Le français Orange Telecom a lancé une coentreprise avec la société sud-africaine Vodacom afin d’améliorer la couverture cellulaire en République démocratique du Congo (RDC).
Cette initiative vise à améliorer la connectivité dans les zones rurales, réduire les coûts liés aux générateurs diesel, et promouvoir des solutions durables, transformant ainsi l’accès au réseau pour des millions de personnes, note un communiqué conjoint publié mardi 14 janvier.
Ce partenariat comprend entre autres la construction d’un maximum de 2.000 stations de base solaires équipées des technologies 2G et 4G sur une période de six ans, dont la première devrait être opérationnelle avant fin 2025. Orange et Vodacom partageront les équipements actifs et passifs appartenant à la coentreprise en tant que locataires clés pour une durée initiale de 20 ans.

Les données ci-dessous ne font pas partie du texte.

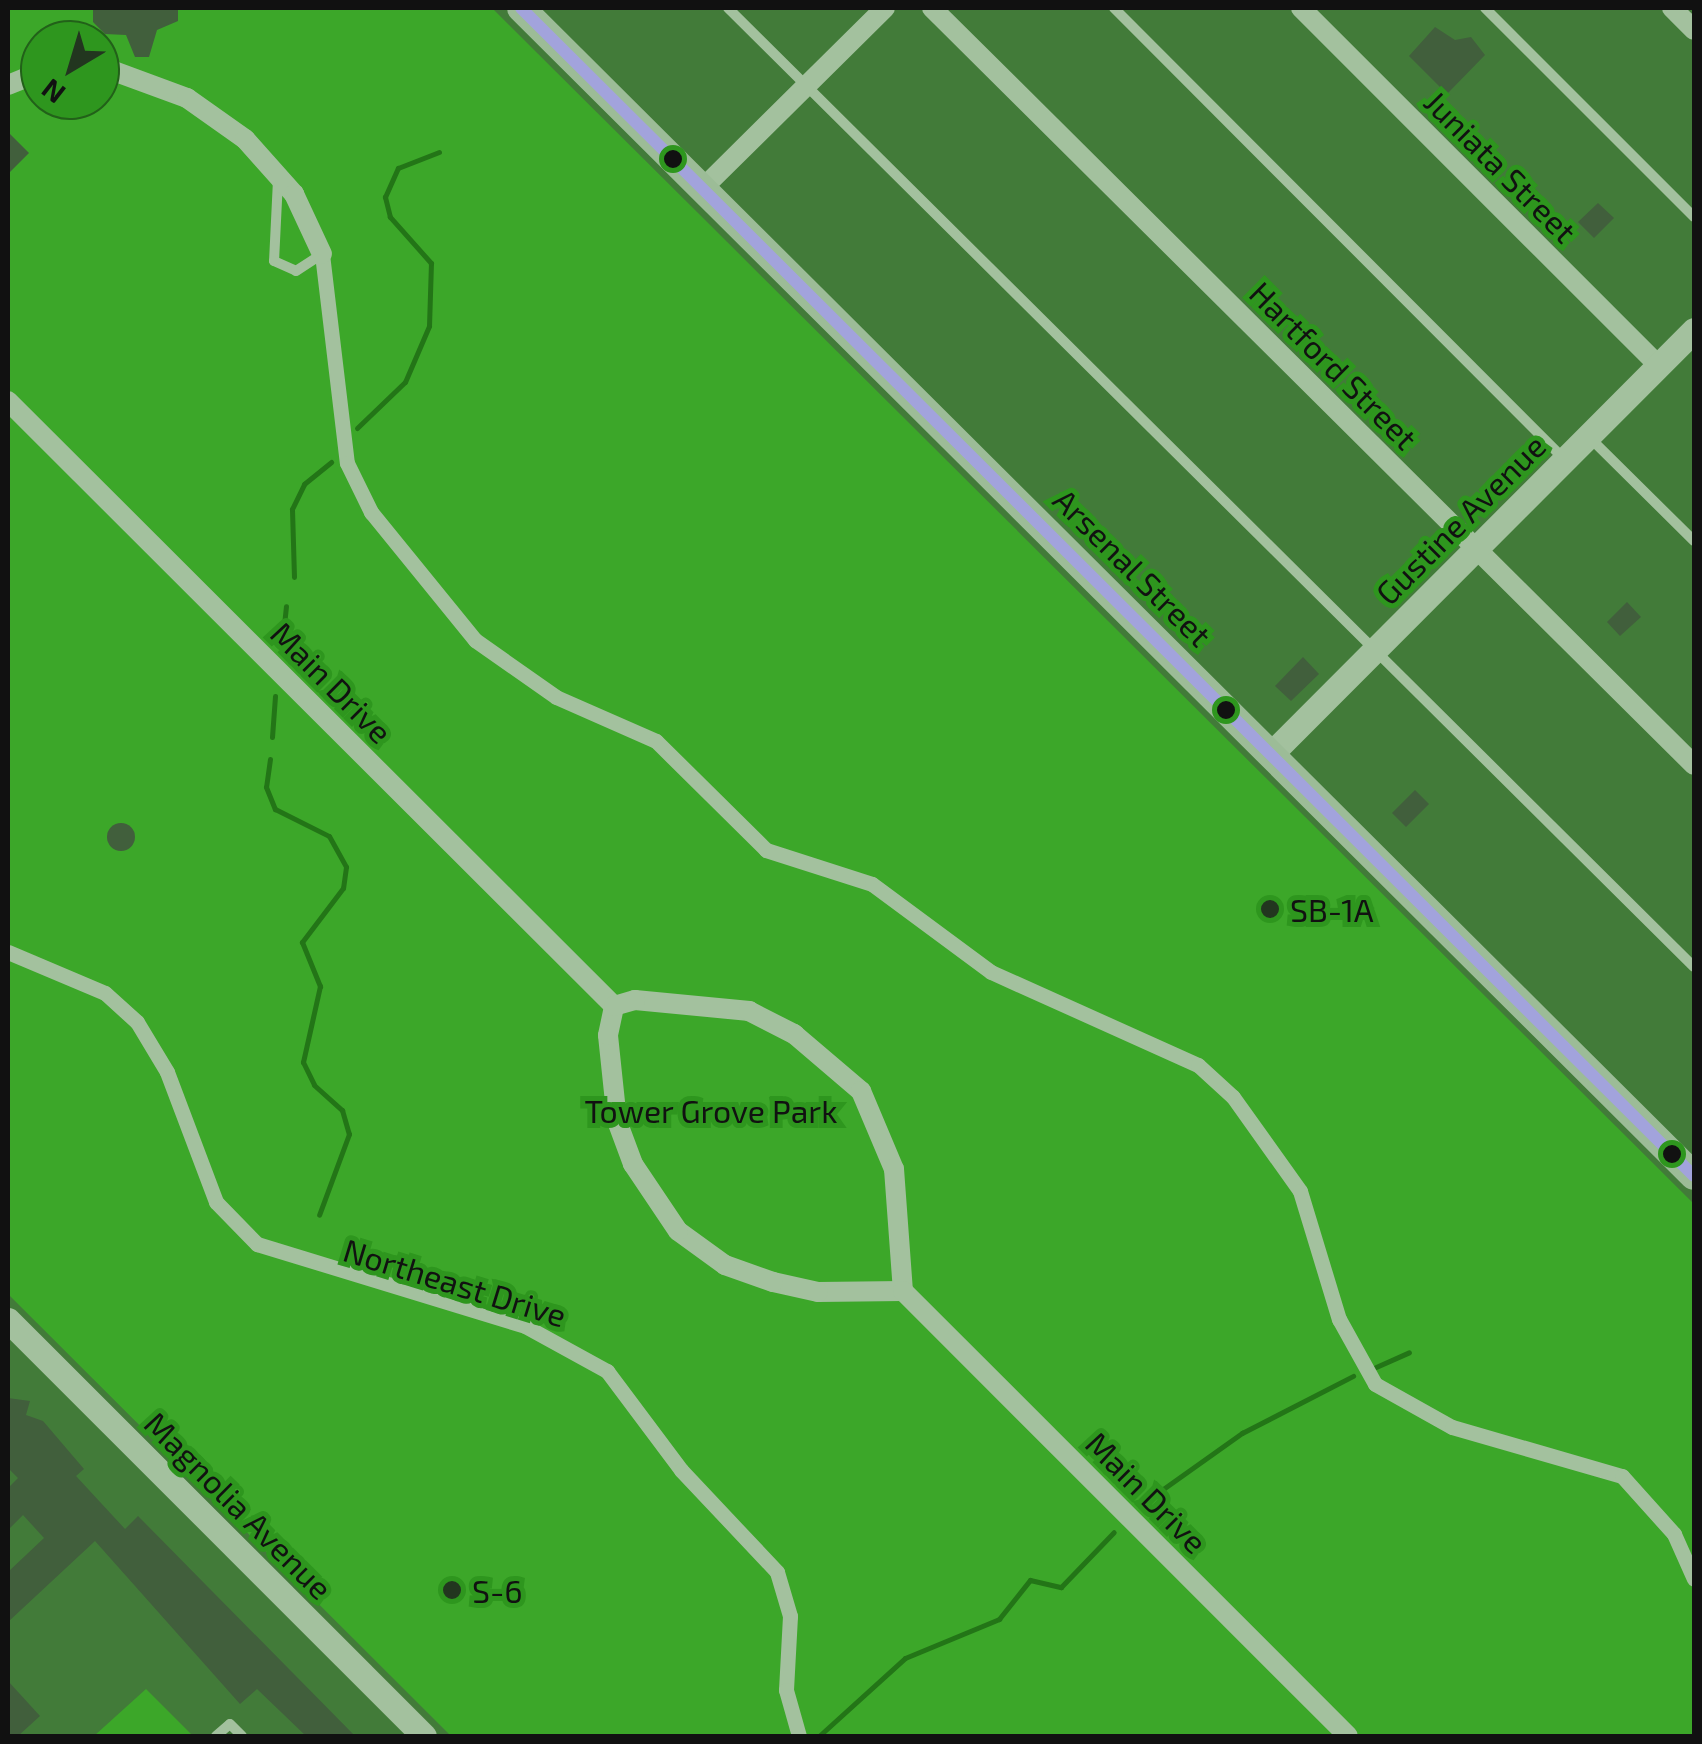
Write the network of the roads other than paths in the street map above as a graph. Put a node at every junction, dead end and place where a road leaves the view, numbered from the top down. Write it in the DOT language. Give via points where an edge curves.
graph roads {
  1 [pos="521,8"];
  2 [pos="728,8"];
  3 [pos="885,8"];
  4 [pos="932,8"];
  5 [pos="1114,8"];
  6 [pos="1300,8"];
  7 [pos="1485,8"];
  8 [pos="1672,8"];
  9 [pos="1694,30"];
  10 [pos="120,73"];
  11 [pos="806,86"];
  12 [pos="278,174"];
  13 [pos="703,188"];
  14 [pos="1694,216"];
  15 [pos="322,254"];
  16 [pos="1694,330"];
  17 [pos="1659,366"];
  18 [pos="8,401"];
  19 [pos="1588,436"];
  20 [pos="1565,460"];
  21 [pos="1694,542"];
  22 [pos="1476,548"];
  23 [pos="1376,649"];
  24 [pos="1271,754"];
  25 [pos="1694,765"];
  26 [pos="8,952"];
  27 [pos="1694,967"];
  28 [pos="614,1006"];
  29 [pos="1694,1176"];
  30 [pos="903,1291"];
  31 [pos="8,1320"];
  32 [pos="1694,1579"];
  33 [pos="412,1732"];
  34 [pos="216,1736"];
  35 [pos="242,1736"];
  36 [pos="798,1736"];
  37 [pos="1348,1736"];
  1 -- 13 [label="main road, Arsenal Street"];
  2 -- 11 [label="lane"];
  3 -- 11 [label="street"];
  4 -- 22 [label="street, Hartford Street"];
  5 -- 20 [label="lane"];
  6 -- 17 [label="street, Juniata Street"];
  7 -- 14 [label="lane"];
  8 -- 9 [label="street"];
  10 -- 12 [label="street" via="187,98"];
  11 -- 13 [label="street"];
  11 -- 23 [label="lane"];
  12 -- 15 [label="street"];
  12 -- 15 [label="lane" via="274,261 296,271"];
  13 -- 24 [label="main road, Arsenal Street"];
  15 -- 32 [label="street" via="347,464 371,512 475,640 556,698 656,741 766,850 872,884 991,972 1198,1066 1233,1097 1300,1191 1339,1319 1375,1384 1452,1427 1622,1476 1674,1534"];
  16 -- 17 [label="street, Gustine Avenue"];
  17 -- 19 [label="street, Gustine Avenue"];
  18 -- 28 [label="street, Main Drive"];
  19 -- 20 [label="street, Gustine Avenue"];
  19 -- 21 [label="lane"];
  20 -- 22 [label="street, Gustine Avenue"];
  22 -- 23 [label="street, Gustine Avenue"];
  22 -- 25 [label="street, Hartford Street"];
  23 -- 24 [label="street, Gustine Avenue"];
  23 -- 27 [label="lane"];
  24 -- 29 [label="main road, Arsenal Street"];
  26 -- 36 [label="street, Northeast Drive" via="106,993 137,1022 166,1072 216,1202 257,1244 525,1326 607,1371 681,1470 777,1572 790,1616 786,1690"];
  28 -- 30 [label="street" via="697,1002 749,1012 832,1061 861,1090 894,1169"];
  28 -- 30 [label="street" via="608,1035 617,1121 633,1164 678,1231 725,1264 773,1282 818,1292"];
  30 -- 37 [label="street, Main Drive"];
  31 -- 33 [label="street, Magnolia Avenue"];
  34 -- 35 [label="lane" via="230,1724"];
}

« Ce partenariat s’aligne sur notre objectif de nous connecter pour un avenir meilleur, et notre partenariat avec Orange est une étape cruciale pour fournir une couverture mobile aux personnes vivant dans des zones auparavant mal desservies en RDC », a déclaré Shameel Joosub, PDG du groupe Vodacom.

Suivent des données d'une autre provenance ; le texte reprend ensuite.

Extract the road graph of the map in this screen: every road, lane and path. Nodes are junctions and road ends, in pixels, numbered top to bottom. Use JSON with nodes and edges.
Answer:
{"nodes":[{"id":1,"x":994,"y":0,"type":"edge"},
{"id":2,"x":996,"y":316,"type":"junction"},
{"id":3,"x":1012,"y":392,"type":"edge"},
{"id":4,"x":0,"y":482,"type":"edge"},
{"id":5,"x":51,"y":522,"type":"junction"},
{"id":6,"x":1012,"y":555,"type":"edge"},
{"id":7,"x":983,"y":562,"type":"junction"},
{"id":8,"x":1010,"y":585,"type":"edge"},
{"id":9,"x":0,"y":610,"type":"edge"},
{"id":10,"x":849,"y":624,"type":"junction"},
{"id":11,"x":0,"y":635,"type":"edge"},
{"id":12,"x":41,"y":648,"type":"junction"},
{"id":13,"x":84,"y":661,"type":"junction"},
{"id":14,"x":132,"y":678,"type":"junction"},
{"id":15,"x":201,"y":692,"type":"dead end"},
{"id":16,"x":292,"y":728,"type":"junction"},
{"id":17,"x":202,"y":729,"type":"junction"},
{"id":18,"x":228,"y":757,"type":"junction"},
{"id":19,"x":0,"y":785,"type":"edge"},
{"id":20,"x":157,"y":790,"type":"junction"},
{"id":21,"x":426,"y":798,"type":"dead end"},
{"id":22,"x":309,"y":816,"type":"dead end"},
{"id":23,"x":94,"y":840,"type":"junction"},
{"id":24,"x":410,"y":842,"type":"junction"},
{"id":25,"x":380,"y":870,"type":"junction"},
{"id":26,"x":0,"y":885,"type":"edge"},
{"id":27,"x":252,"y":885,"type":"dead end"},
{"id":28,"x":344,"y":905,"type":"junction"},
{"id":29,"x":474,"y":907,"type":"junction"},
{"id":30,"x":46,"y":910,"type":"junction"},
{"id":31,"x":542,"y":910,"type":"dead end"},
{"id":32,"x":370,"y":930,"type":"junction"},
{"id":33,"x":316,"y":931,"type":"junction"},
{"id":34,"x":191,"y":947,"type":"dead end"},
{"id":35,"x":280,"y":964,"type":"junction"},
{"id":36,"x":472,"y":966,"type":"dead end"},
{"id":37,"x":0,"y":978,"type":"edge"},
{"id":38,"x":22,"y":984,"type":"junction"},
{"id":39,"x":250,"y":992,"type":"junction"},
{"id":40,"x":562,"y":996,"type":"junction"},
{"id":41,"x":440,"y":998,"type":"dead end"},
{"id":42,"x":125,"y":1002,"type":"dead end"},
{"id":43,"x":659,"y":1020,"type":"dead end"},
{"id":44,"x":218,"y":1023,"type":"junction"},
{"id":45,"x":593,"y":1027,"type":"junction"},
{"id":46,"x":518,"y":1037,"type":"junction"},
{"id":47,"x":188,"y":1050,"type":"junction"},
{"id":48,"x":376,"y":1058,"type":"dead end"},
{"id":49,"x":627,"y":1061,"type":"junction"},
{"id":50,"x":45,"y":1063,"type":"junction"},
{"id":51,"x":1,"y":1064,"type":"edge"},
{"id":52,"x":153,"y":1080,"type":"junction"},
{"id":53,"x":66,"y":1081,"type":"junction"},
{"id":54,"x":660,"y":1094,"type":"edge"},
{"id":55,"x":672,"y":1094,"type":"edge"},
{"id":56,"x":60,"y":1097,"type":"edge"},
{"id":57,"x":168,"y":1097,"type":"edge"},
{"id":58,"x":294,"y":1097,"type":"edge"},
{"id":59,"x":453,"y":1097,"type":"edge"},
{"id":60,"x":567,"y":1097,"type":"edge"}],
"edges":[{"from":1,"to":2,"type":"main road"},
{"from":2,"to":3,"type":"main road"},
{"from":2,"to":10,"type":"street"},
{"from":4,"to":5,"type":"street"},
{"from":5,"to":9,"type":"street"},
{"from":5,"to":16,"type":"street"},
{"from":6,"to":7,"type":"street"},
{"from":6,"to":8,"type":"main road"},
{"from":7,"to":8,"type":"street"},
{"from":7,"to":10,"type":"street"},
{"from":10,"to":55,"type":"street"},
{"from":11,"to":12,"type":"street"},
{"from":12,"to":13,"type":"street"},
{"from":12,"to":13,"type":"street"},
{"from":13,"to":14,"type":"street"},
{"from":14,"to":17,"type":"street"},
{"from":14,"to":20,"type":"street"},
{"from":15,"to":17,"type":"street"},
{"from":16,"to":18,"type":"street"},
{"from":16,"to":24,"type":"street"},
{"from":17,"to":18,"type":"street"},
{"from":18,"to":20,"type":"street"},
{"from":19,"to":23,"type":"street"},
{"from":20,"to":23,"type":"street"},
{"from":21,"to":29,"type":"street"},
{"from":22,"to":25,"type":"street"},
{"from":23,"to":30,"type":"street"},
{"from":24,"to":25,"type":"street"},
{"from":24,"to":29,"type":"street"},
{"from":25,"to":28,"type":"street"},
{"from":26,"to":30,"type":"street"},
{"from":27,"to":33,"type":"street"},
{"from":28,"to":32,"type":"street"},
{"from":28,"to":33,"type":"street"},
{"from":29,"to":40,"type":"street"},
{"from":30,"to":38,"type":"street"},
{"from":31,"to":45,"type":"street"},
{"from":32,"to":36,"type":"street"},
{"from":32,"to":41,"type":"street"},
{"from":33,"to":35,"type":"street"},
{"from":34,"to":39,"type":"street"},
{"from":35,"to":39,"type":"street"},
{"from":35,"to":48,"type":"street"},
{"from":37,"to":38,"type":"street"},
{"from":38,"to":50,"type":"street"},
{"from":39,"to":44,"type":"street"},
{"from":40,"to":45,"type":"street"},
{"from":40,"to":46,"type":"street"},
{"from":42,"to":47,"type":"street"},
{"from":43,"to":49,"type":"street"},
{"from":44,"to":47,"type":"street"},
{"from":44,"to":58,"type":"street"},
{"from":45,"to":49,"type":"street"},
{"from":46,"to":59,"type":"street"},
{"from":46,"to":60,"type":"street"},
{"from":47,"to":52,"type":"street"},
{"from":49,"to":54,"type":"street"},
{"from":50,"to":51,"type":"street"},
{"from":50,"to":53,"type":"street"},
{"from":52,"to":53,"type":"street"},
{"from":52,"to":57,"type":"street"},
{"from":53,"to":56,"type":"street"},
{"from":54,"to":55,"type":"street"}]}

Selon Vodacom, l’initiative étendra la couverture du réseau et permettra l’accès aux télécommunications et aux services financiers pour 19 millions de personnes dans les communautés rurales moins densément peuplées.
Avec un taux de pénétration de l’Internet mobile de seulement 32,3 %, la RDC vise à transformer son économie grâce à une digitalisation accrue.
Des pourparlers entamés en mai dernier évoquaient un partenariat pour le partage de réseau et un déploiement conjoint dans les zones rurales isolées d’Égypte et de RDC. Vodacom avait alors déclaré qu’un tel partenariat permettrait « potentiellement d’alléger les coûts » et de « réduire la fracture numérique ».